Instructions to follow: Transcribe each entry shown below with no difference from the original.

Supplied information:
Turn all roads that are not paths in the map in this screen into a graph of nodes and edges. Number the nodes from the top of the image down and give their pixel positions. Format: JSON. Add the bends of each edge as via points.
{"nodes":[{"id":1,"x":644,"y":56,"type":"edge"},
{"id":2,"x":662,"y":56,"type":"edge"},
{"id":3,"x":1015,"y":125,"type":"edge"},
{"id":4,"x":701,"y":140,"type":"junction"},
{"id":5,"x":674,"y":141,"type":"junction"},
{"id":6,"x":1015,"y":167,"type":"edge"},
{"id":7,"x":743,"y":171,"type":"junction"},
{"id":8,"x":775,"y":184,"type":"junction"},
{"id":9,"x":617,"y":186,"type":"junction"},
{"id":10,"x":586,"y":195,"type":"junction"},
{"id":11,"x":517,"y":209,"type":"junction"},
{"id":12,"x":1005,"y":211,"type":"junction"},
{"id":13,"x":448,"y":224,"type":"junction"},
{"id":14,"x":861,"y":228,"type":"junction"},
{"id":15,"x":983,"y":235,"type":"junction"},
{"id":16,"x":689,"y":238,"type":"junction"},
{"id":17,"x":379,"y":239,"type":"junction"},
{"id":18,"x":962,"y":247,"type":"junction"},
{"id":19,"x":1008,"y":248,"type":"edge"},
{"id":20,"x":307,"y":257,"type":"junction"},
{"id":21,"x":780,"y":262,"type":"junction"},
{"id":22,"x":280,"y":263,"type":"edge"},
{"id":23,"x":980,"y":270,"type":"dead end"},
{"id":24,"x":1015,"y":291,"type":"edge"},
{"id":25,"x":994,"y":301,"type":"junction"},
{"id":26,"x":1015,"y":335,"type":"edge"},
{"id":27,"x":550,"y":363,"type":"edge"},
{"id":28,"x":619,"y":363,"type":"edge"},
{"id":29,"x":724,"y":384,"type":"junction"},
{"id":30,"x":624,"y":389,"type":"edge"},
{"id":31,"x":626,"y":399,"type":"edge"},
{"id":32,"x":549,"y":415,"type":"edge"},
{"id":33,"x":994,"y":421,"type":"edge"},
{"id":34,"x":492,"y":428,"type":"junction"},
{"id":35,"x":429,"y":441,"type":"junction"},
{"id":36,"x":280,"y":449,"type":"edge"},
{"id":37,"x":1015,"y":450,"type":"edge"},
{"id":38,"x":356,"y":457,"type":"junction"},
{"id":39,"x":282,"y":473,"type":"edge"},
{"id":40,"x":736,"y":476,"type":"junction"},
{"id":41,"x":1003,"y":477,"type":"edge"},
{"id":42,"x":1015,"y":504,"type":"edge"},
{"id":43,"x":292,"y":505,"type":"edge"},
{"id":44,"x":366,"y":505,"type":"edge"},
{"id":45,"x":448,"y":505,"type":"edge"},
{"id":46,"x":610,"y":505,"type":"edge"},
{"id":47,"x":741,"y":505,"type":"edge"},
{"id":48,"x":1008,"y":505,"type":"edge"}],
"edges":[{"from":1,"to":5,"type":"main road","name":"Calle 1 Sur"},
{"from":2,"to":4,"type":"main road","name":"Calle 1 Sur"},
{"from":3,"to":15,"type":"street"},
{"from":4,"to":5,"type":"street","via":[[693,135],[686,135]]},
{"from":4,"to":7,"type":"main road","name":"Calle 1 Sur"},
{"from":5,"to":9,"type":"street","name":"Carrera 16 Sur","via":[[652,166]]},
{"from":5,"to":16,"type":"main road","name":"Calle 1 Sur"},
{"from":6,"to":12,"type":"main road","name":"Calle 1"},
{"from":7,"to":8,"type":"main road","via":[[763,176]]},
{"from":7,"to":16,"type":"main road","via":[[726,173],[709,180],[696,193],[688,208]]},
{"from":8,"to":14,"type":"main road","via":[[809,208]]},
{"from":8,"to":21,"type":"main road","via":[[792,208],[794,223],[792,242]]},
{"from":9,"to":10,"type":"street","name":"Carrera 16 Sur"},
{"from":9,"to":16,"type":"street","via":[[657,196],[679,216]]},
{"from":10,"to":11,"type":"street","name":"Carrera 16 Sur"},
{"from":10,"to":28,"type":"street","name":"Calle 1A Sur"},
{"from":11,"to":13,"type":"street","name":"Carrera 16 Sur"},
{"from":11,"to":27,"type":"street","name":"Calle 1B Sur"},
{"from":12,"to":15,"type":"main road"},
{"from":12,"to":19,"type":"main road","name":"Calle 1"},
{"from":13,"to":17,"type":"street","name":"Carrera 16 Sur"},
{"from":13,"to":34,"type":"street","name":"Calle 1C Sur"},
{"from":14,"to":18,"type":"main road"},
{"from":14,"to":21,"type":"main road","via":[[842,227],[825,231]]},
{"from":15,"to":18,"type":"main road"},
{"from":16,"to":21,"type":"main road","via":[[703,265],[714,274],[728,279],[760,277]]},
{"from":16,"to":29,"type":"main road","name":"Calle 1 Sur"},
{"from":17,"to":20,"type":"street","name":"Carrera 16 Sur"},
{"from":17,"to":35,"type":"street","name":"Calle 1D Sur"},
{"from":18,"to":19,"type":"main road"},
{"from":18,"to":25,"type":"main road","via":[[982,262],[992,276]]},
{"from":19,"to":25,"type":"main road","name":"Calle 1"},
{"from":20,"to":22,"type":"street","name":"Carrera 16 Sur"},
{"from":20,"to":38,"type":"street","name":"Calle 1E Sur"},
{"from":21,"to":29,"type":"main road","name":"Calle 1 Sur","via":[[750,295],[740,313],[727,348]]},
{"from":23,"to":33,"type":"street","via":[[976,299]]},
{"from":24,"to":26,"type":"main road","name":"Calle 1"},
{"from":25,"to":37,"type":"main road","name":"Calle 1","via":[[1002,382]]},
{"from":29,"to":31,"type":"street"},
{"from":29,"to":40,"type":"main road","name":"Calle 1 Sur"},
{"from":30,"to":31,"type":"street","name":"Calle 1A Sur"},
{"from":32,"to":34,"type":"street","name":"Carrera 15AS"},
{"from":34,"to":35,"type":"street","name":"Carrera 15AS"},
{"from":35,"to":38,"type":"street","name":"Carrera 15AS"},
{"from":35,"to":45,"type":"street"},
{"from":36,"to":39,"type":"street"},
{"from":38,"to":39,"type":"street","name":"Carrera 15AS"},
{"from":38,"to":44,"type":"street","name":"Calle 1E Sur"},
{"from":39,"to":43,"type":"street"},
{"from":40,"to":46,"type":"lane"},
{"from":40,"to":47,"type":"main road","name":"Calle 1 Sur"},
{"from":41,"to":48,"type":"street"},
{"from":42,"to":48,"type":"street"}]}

Answer to the problem:
Turn all roads that are not paths in the map in this screen into a graph of nodes and edges. Number the nodes from the top of the image down and give their pixel positions. Format: JSON. Add the bends of each edge as via points.
{"nodes":[{"id":1,"x":644,"y":56,"type":"edge"},
{"id":2,"x":662,"y":56,"type":"edge"},
{"id":3,"x":1015,"y":125,"type":"edge"},
{"id":4,"x":701,"y":140,"type":"junction"},
{"id":5,"x":674,"y":141,"type":"junction"},
{"id":6,"x":1015,"y":167,"type":"edge"},
{"id":7,"x":743,"y":171,"type":"junction"},
{"id":8,"x":775,"y":184,"type":"junction"},
{"id":9,"x":617,"y":186,"type":"junction"},
{"id":10,"x":586,"y":195,"type":"junction"},
{"id":11,"x":517,"y":209,"type":"junction"},
{"id":12,"x":1005,"y":211,"type":"junction"},
{"id":13,"x":448,"y":224,"type":"junction"},
{"id":14,"x":861,"y":228,"type":"junction"},
{"id":15,"x":983,"y":235,"type":"junction"},
{"id":16,"x":689,"y":238,"type":"junction"},
{"id":17,"x":379,"y":239,"type":"junction"},
{"id":18,"x":962,"y":247,"type":"junction"},
{"id":19,"x":1008,"y":248,"type":"edge"},
{"id":20,"x":307,"y":257,"type":"junction"},
{"id":21,"x":780,"y":262,"type":"junction"},
{"id":22,"x":280,"y":263,"type":"edge"},
{"id":23,"x":980,"y":270,"type":"dead end"},
{"id":24,"x":1015,"y":291,"type":"edge"},
{"id":25,"x":994,"y":301,"type":"junction"},
{"id":26,"x":1015,"y":335,"type":"edge"},
{"id":27,"x":550,"y":363,"type":"edge"},
{"id":28,"x":619,"y":363,"type":"edge"},
{"id":29,"x":724,"y":384,"type":"junction"},
{"id":30,"x":624,"y":389,"type":"edge"},
{"id":31,"x":626,"y":399,"type":"edge"},
{"id":32,"x":549,"y":415,"type":"edge"},
{"id":33,"x":994,"y":421,"type":"edge"},
{"id":34,"x":492,"y":428,"type":"junction"},
{"id":35,"x":429,"y":441,"type":"junction"},
{"id":36,"x":280,"y":449,"type":"edge"},
{"id":37,"x":1015,"y":450,"type":"edge"},
{"id":38,"x":356,"y":457,"type":"junction"},
{"id":39,"x":282,"y":473,"type":"edge"},
{"id":40,"x":736,"y":476,"type":"junction"},
{"id":41,"x":1003,"y":477,"type":"edge"},
{"id":42,"x":1015,"y":504,"type":"edge"},
{"id":43,"x":292,"y":505,"type":"edge"},
{"id":44,"x":366,"y":505,"type":"edge"},
{"id":45,"x":448,"y":505,"type":"edge"},
{"id":46,"x":610,"y":505,"type":"edge"},
{"id":47,"x":741,"y":505,"type":"edge"},
{"id":48,"x":1008,"y":505,"type":"edge"}],
"edges":[{"from":1,"to":5,"type":"main road","name":"Calle 1 Sur"},
{"from":2,"to":4,"type":"main road","name":"Calle 1 Sur"},
{"from":3,"to":15,"type":"street"},
{"from":4,"to":5,"type":"street","via":[[693,135],[686,135]]},
{"from":4,"to":7,"type":"main road","name":"Calle 1 Sur"},
{"from":5,"to":9,"type":"street","name":"Carrera 16 Sur","via":[[652,166]]},
{"from":5,"to":16,"type":"main road","name":"Calle 1 Sur"},
{"from":6,"to":12,"type":"main road","name":"Calle 1"},
{"from":7,"to":8,"type":"main road","via":[[763,176]]},
{"from":7,"to":16,"type":"main road","via":[[726,173],[709,180],[696,193],[688,208]]},
{"from":8,"to":14,"type":"main road","via":[[809,208]]},
{"from":8,"to":21,"type":"main road","via":[[792,208],[794,223],[792,242]]},
{"from":9,"to":10,"type":"street","name":"Carrera 16 Sur"},
{"from":9,"to":16,"type":"street","via":[[657,196],[679,216]]},
{"from":10,"to":11,"type":"street","name":"Carrera 16 Sur"},
{"from":10,"to":28,"type":"street","name":"Calle 1A Sur"},
{"from":11,"to":13,"type":"street","name":"Carrera 16 Sur"},
{"from":11,"to":27,"type":"street","name":"Calle 1B Sur"},
{"from":12,"to":15,"type":"main road"},
{"from":12,"to":19,"type":"main road","name":"Calle 1"},
{"from":13,"to":17,"type":"street","name":"Carrera 16 Sur"},
{"from":13,"to":34,"type":"street","name":"Calle 1C Sur"},
{"from":14,"to":18,"type":"main road"},
{"from":14,"to":21,"type":"main road","via":[[842,227],[825,231]]},
{"from":15,"to":18,"type":"main road"},
{"from":16,"to":21,"type":"main road","via":[[703,265],[714,274],[728,279],[760,277]]},
{"from":16,"to":29,"type":"main road","name":"Calle 1 Sur"},
{"from":17,"to":20,"type":"street","name":"Carrera 16 Sur"},
{"from":17,"to":35,"type":"street","name":"Calle 1D Sur"},
{"from":18,"to":19,"type":"main road"},
{"from":18,"to":25,"type":"main road","via":[[982,262],[992,276]]},
{"from":19,"to":25,"type":"main road","name":"Calle 1"},
{"from":20,"to":22,"type":"street","name":"Carrera 16 Sur"},
{"from":20,"to":38,"type":"street","name":"Calle 1E Sur"},
{"from":21,"to":29,"type":"main road","name":"Calle 1 Sur","via":[[750,295],[740,313],[727,348]]},
{"from":23,"to":33,"type":"street","via":[[976,299]]},
{"from":24,"to":26,"type":"main road","name":"Calle 1"},
{"from":25,"to":37,"type":"main road","name":"Calle 1","via":[[1002,382]]},
{"from":29,"to":31,"type":"street"},
{"from":29,"to":40,"type":"main road","name":"Calle 1 Sur"},
{"from":30,"to":31,"type":"street","name":"Calle 1A Sur"},
{"from":32,"to":34,"type":"street","name":"Carrera 15AS"},
{"from":34,"to":35,"type":"street","name":"Carrera 15AS"},
{"from":35,"to":38,"type":"street","name":"Carrera 15AS"},
{"from":35,"to":45,"type":"street"},
{"from":36,"to":39,"type":"street"},
{"from":38,"to":39,"type":"street","name":"Carrera 15AS"},
{"from":38,"to":44,"type":"street","name":"Calle 1E Sur"},
{"from":39,"to":43,"type":"street"},
{"from":40,"to":46,"type":"lane"},
{"from":40,"to":47,"type":"main road","name":"Calle 1 Sur"},
{"from":41,"to":48,"type":"street"},
{"from":42,"to":48,"type":"street"}]}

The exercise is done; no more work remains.